El mundo del fast forward
La relación que mantenemos con el control remoto de la tele nos habla de nuestra necesidad de afectar el mundo sin movernos. Un estudio reciente, citado por el autor de A Geography of Time, Robert Levine, indica que no es raro que el televidente cambie de canal 22 veces por minuto. Aunque no nos interese verdaderamente ver otra cosa, el simple hecho de poderlo hacer sin gastar energías nos invita a ello. De hecho, a mayor cantidad de canales es mayor la velocidad con que se oprimen los botones. Si no se ofrecen mejores programas, por lo menos se ofrecen muchos. Entre más podemos más queremos "ver", como si el recorrer decenas o cientos de canales fuera el equivalente a contar nuestra riqueza o alimentar nuestra mente. El poder de afectar a distancia ha transformado el comercio, las guerras, la exploración y la ingeniería civil, pero más dramáticamente ha alterado nuestra percepción del mundo.
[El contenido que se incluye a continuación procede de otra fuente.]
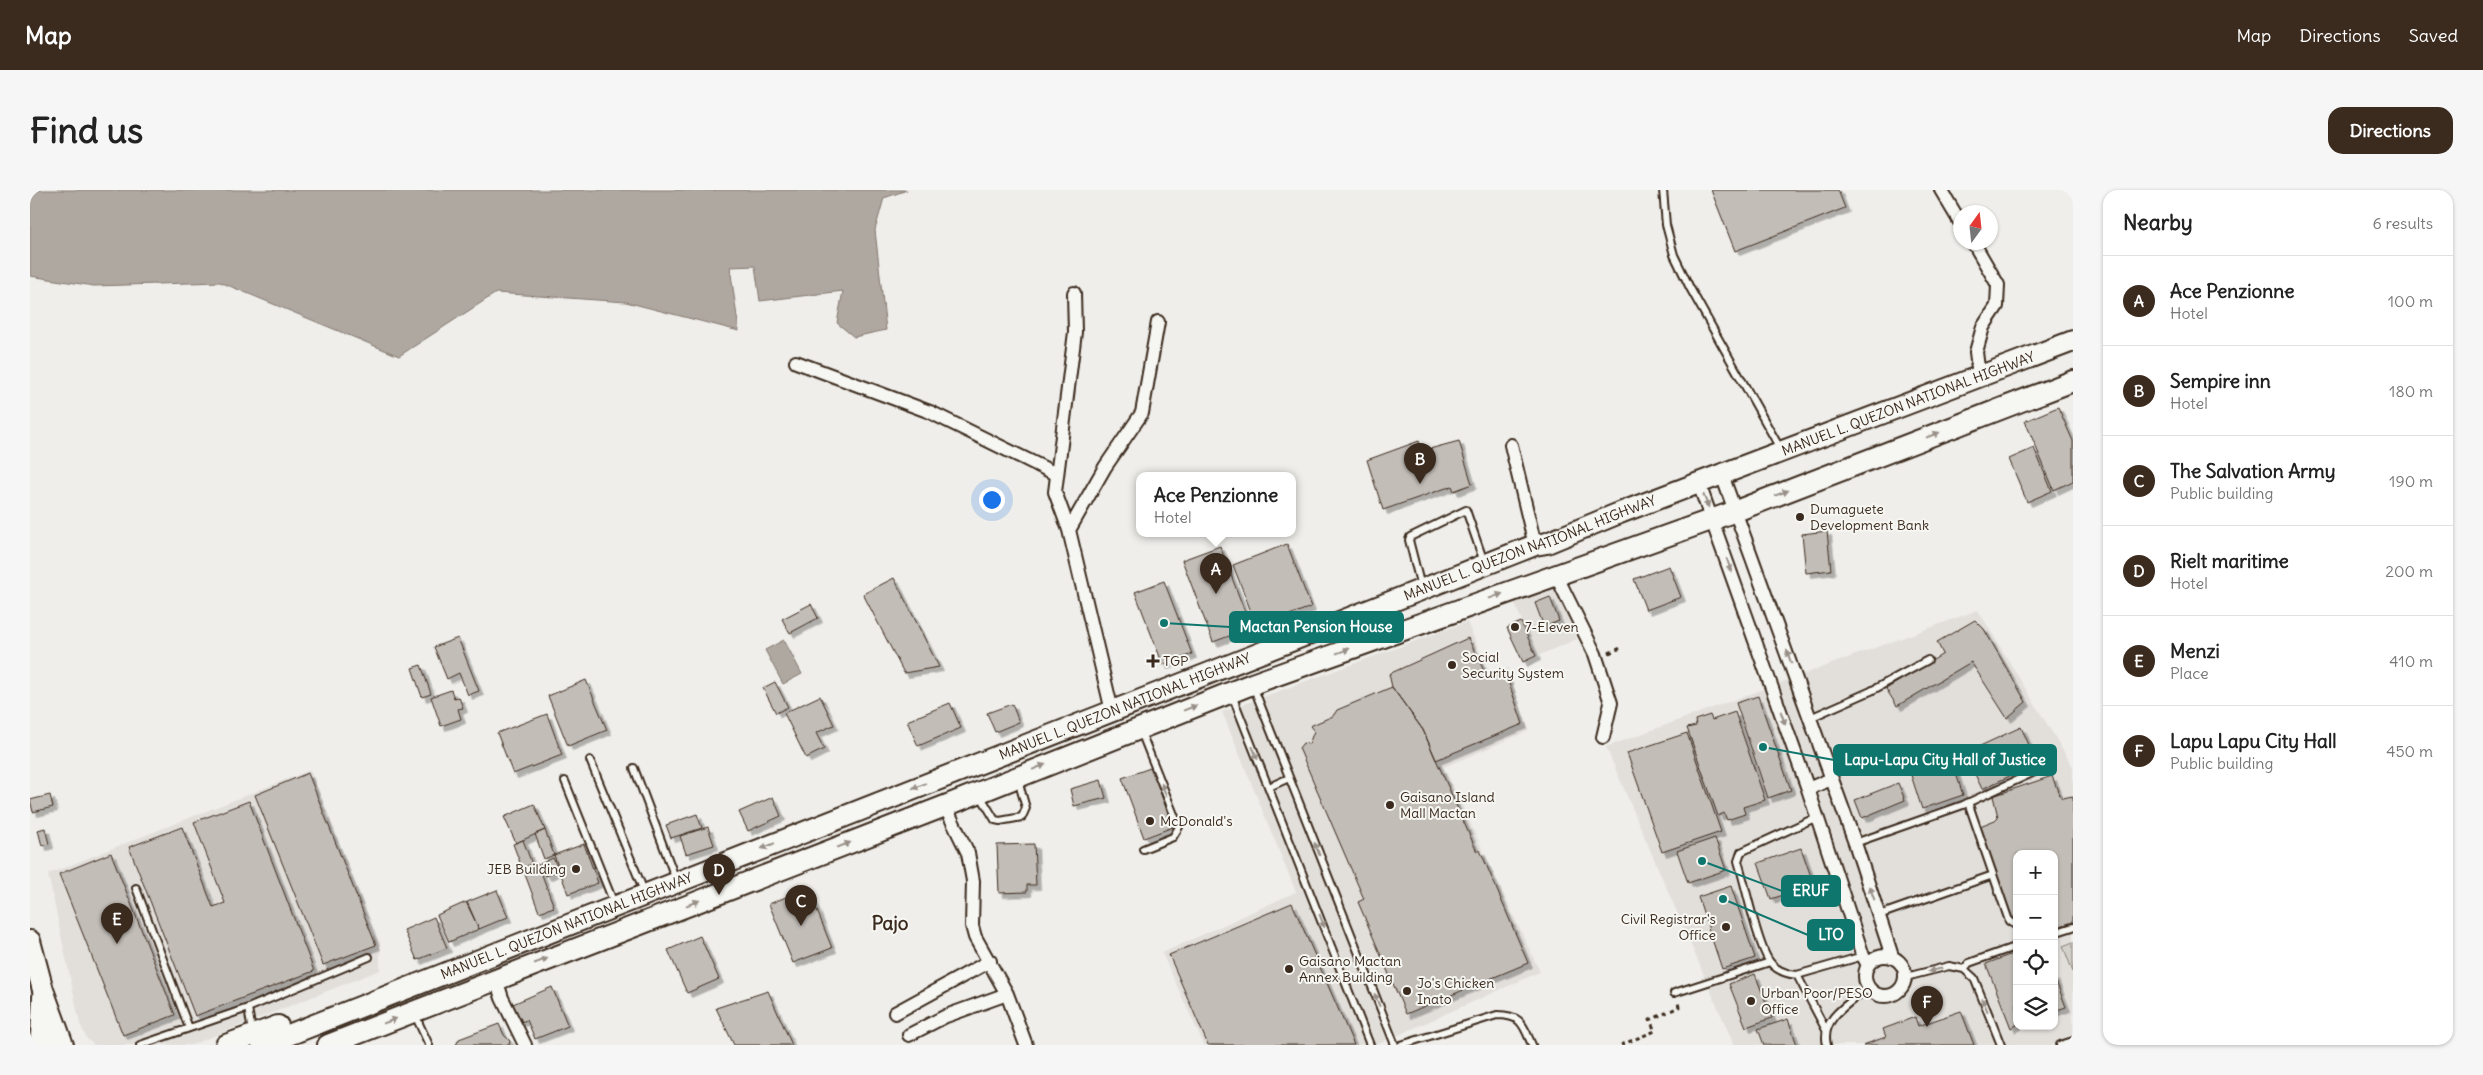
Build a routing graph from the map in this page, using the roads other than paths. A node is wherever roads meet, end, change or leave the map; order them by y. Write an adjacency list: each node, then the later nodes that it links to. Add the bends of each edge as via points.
1 (1663, 190): 12 (lane, via 1666,225 1674,255)
2 (1942, 190): 3 (street)
3 (1953, 210)
4 (1978, 250): 9 (street, via 1998,284 1997,306 1983,327 1976,352)
5 (1074, 292): 13 (street, via 1076,332 1063,443)
6 (1158, 322): 18 (street, via 1142,413 1105,467)
7 (2073, 341): 9 (main road, MANUEL L. QUEZON NATIONAL HIGHWAY)
8 (796, 362): 13 (street, via 930,412)
9 (1979, 376): 12 (main road, MANUEL L. QUEZON NATIONAL HIGHWAY)
10 (2073, 381): 16 (main road, MANUEL L. QUEZON NATIONAL HIGHWAY, one-way to 10)
11 (1511, 445): 19 (street)
12 (1782, 452): 14 (main road, MANUEL L. QUEZON NATIONAL HIGHWAY)
13 (1056, 474): 18 (street, via 1055,492)
14 (1722, 475): 15 (main road, MANUEL L. QUEZON NATIONAL HIGHWAY); 16 (street)
15 (1699, 484): 17 (street, one-way to 17); 19 (main road, MANUEL L. QUEZON NATIONAL HIGHWAY)
16 (1736, 511): 17 (main road, MANUEL L. QUEZON NATIONAL HIGHWAY); 27 (street, one-way to 16)
17 (1713, 519): 21 (main road, MANUEL L. QUEZON NATIONAL HIGHWAY); 39 (street, one-way to 39)
18 (1069, 530): 26 (street)
19 (1535, 545): 20 (main road, MANUEL L. QUEZON NATIONAL HIGHWAY)
20 (1485, 565): 22 (main road, MANUEL L. QUEZON NATIONAL HIGHWAY); 22 (lane, via 1466,510 1410,537)
21 (1556, 575): 24 (main road, MANUEL L. QUEZON NATIONAL HIGHWAY, one-way to 21); 29 (street, via 1595,654 1610,702)
22 (1422, 591): 26 (main road, MANUEL L. QUEZON NATIONAL HIGHWAY)
23 (1928, 660): 27 (lane, via 1871,691)
24 (1252, 684): 25 (main road, MANUEL L. QUEZON NATIONAL HIGHWAY); 35 (lane)
25 (1231, 692): 28 (main road, MANUEL L. QUEZON NATIONAL HIGHWAY, one-way to 25); 38 (lane, one-way to 38)
26 (1112, 711): 32 (main road, MANUEL L. QUEZON NATIONAL HIGHWAY)
27 (1810, 718): 36 (street)
28 (1139, 727): 34 (main road, MANUEL L. QUEZON NATIONAL HIGHWAY, one-way to 28); 45 (lane, one-way to 28, via 1173,837 1179,827)
29 (1603, 737)
30 (590, 760): 49 (lane)
31 (634, 768): 47 (lane)
32 (964, 768): 40 (main road); 46 (main road, MANUEL L. QUEZON NATIONAL HIGHWAY, one-way to 46)
33 (2041, 769): 41 (lane)
34 (1017, 777): 40 (main road, MANUEL L. QUEZON NATIONAL HIGHWAY); 40 (lane, via 1026,808 1022,817 995,820)
35 (1289, 778): 38 (lane); 86 (lane, one-way to 35)
36 (1831, 778): 39 (street); 44 (street)
37 (565, 781): 51 (lane)
38 (1269, 787): 85 (lane, one-way to 85)
39 (1808, 789): 43 (street)
40 (978, 792): 42 (main road, MANUEL L. QUEZON NATIONAL HIGHWAY)
41 (1968, 802): 44 (lane); 48 (lane)
42 (945, 806): 60 (street, via 968,853 973,881 972,926); 66 (main road, MANUEL L. QUEZON NATIONAL HIGHWAY, one-way to 42)
43 (1817, 816): 61 (street); 62 (lane, via 1740,852 1738,861)
44 (1854, 842): 52 (street, one-way to 44)
45 (1143, 848)
46 (718, 866): 47 (main road, via 703,860); 76 (main road, MANUEL L. QUEZON NATIONAL HIGHWAY)
47 (673, 872): 49 (main road)
48 (1993, 875): 52 (lane); 53 (lane, via 2008,921)
49 (641, 884): 51 (main road)
50 (136, 888): 73 (lane)
51 (610, 896): 76 (main road)
52 (1879, 914): 58 (street)
53 (2013, 924)
54 (2073, 927): 55 (lane)
55 (2058, 932)
56 (30, 941): 78 (main road)
57 (2013, 947): 63 (lane, via 1969,963)
58 (1892, 956): 61 (street, via 1883,955); 65 (street, via 1902,964)
59 (369, 957): 70 (lane)
60 (990, 961): 69 (street); 72 (street)
61 (1865, 961): 64 (lane); 67 (street, via 1864,976)
62 (1770, 962): 64 (lane, via 1786,973); 68 (lane)
63 (1964, 969): 65 (lane, one-way to 65, via 1949,966); 90 (lane, one-way to 63, via 1974,978)
64 (1797, 975): 74 (lane)
65 (1906, 976): 67 (street, via 1896,994 1876,995)
66 (496, 979): 71 (main road, MANUEL L. QUEZON NATIONAL HIGHWAY); 83 (street)
67 (1868, 988): 74 (lane, via 1830,1020)
68 (1674, 993)
69 (1007, 994): 75 (street, via 946,1016); 84 (street)
70 (248, 1008): 73 (lane); 76 (lane)
71 (414, 1012): 81 (main road, MANUEL L. QUEZON NATIONAL HIGHWAY, one-way to 71); 82 (lane)
72 (895, 1013)
73 (189, 1028): 79 (lane)
74 (1826, 1030): 89 (lane)
75 (909, 1035)
76 (258, 1040): 80 (main road)
77 (2073, 1040): 91 (lane)
78 (52, 1041)
79 (140, 1045)
80 (226, 1045)
81 (328, 1045)
82 (429, 1045)
83 (525, 1045)
84 (1026, 1045)
85 (1370, 1045)
86 (1395, 1045)
87 (1401, 1045): 88 (lane, via 1497,1016 1511,1015 1521,1021)
88 (1532, 1045)
89 (1827, 1045)
90 (2001, 1045)
91 (2060, 1045)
Cambiamos de canales como si quisiéramos aprovechar cada instante de nuestra vida. Esto es una manifestación de que padecemos el síndrome del botón de avance rápido; apenas perdemos la paciencia, queremos que las cosas se aceleren y desfilen frente a nuestros ojos en cámara rápida. Hasta 1973 la audiencia televisiva se estimaba de programa en programa; desde entonces, los índices Nielsen se calculan minuto por minuto: un segundo sin entretenimiento hace que el público, armado con su control, busque otra alternativa (según un estudio de la NBC, un espectador de cada cuatro encuentra algo mejor que hacer en cuanto termina un programa). La curiosidad científica se convierte aquí en ahuevada exploración superficial. El verdadero sueño de la tecnología es ofrecernos un control remoto para todas las cosas, fenómenos y seres.
Fetichismo a distancia
Pero entre todas las cosas que queremos controlar sin tocar, una sobresale e inquieta particularmente: la ilusión del sexo a distancia. El miedo al sexo opuesto, al compromiso y a las enfermedades venéreas, ha empujado a muchos a creer en una utópica sexualidad remota. El sexo remoto tiene partes iguales de fanatismo religioso y tecnológico. Si bien la inoculación a distancia es una realidad desde hace varios años, a través de las técnicas de fertilización in vitro y otros procedimientos, faltaba inventar un medio que pudiera procurar estímulo erótico y placer sexual sin la necesidad de contacto directo, ni la complicada infraestructura emocional, ni los estresantes requerimientos físicos que involucra el coito. El sexo virtual aún es mero vaporware (como se llama en la jerga de computación a las innovaciones que residen en la imaginación); no obstante, es posible que en unos años la tecnología cibersexual (denominada con fines especulativos teledildonics) se desarrolle realmente. La motivación es suficientemente fuerte como para poner a girar a la industria hasta que se obtengan resultados. No hay que ser psicoanalista para intuir que el sexo virtual es producto, por una parte, de un viejo rechazo al cuerpo, y por otra, de la sustitución del pene por el control remoto. Además, este tipo de fetichismo, de por sí abundante, amenaza con volverse mucho más común en un futuro cercano.